Employment Law is a HUGE area. I mean, after all, I never struggle for a blog-related topic due to Employment Law covering everything from unpaid ‘discretionary’ bonuses, unfair dismissal, unreasonable denial of job vacancy due to disability, discrimination due to being a part-time worker, breach of contract due to pension-related ageism and, of course, discrimination (of various forms) against pregnant individuals.
I could have entered at least two dozen more examples within the above sentence but that would have bored the back teeth off readers and, after all, too many examples make Tom a dull fellow.

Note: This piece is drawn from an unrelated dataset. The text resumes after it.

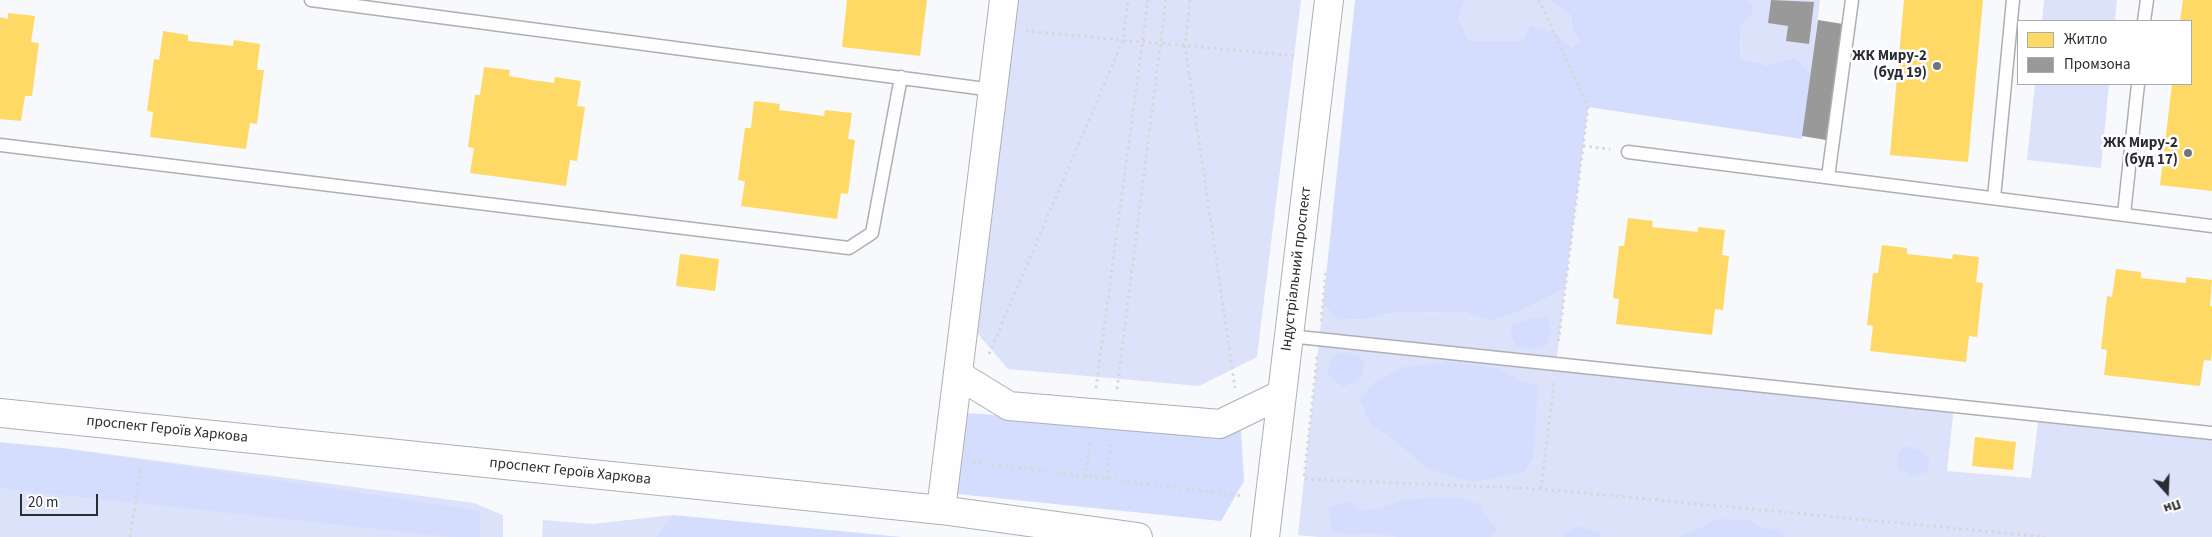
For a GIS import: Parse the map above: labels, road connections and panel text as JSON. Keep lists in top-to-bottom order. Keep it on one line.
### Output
{"streets":{"street":["Індустріальний проспект","проспект Героїв Харкова"]},"places":["ЖК Миру-2 (буд 19)","ЖК Миру-2 (буд 17)"],"legend":["Житло","Промзона"],"scale_bar":"20 m","north":"bottom"}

In recent weeks, my contact with clients, both employees and employers alike, have involved many conversations concerning pregnant staff members. Basically, once an individual informs their employer that they are pregnant, numerous additional responsibilities, both from an Employment Law and Health & Safety perspective, come into play. Naturally, this blog doesn’t cover all of them (as that isn’t really possible without turning this blog into something more of a chapter within a legal textbook) but, rather, let’s look at a relevant example.

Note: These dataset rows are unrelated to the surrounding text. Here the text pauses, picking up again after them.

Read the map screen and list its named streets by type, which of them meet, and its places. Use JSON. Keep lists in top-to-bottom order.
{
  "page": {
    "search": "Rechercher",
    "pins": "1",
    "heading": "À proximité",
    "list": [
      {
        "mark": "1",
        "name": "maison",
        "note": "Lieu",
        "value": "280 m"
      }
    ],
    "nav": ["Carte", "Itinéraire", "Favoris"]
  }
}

So, our employee is called ‘Wilma’ (I’m a closet Flintstones fan…) Wilma has worked for her employer, Bitsy Boo Limited (“BB Limited”), for 18 months and has recently informed them that she is pregnant with her first child. BB Limited is a small nursery that looks after babies and small children.
Upon being informed of Wilma’s pregnancy, Wilma’s Manager panicked at the thought of having to carry out a risk assessment and fear of Wilma having to have more days off work than usual due to morning sickness and other potential pregnancy-related issues. Her Manager also feared that some adjustments would need to be made to ensure a reduced risk to Wilma’s health and to safeguard her pregnancy and, therefore, due to having a common (erroneous) belief that employees need 2 years’ full service to bring a Tribunal claim, the Manager terminated her employment soon afterwards without good reason.
Importantly, the Manager’s belief in the ‘2 year rule’ was erroneous. This only timeframe only applies to ordinary Unfair Dismissal (for which there are some exceptions) but doesn’t apply to pregnancy-related discrimination actions covering events including, but not limited to, termination of employment. Naturally, the absence of a good reason for dismissal provides an implication that it was due to pregnancy (unless BB Limited can evidence an alternative, fair reason to an Employment Tribunal).
There is a common belief amongst the majority of the media and the general public that pregnancy-related discrimination in the workplace is largely a thing of the past but, in fact, multiple published surveys show that large numbers of staff feel that they are put at a disadvantage at work due to pregnancy and/or Maternity Leave.
In terms of discrimination claims, which let’s not forgot includes discrimination on grounds of gender, disability, gender reassignment, marriage and civil partnership, race, religion, age, sexual orientation and pregnancy and maternity, the most common by far at the moment are pregnancy (and maternity) and disability.
There are a large number of ways in which an employee can put a pregnant employee at a disadvantage, which include taking disciplinary action due to pregnancy-related illness, not arranging for reduced (or no) heavy lifting (if such lifting is a risk to the pregnancy which, naturally, it often would be) or, within a job involving dangerous chemicals, amending the individual’s role so they don’t come into contact with them during pregnancy. In fact, if a workplace contains anything that could put a pregnancy at risk and the employee reasonably informs the employer of this and the employer responds by terminating employment, this would be a fairly clear Unfair Dismissal and/or pregnancy discrimination action.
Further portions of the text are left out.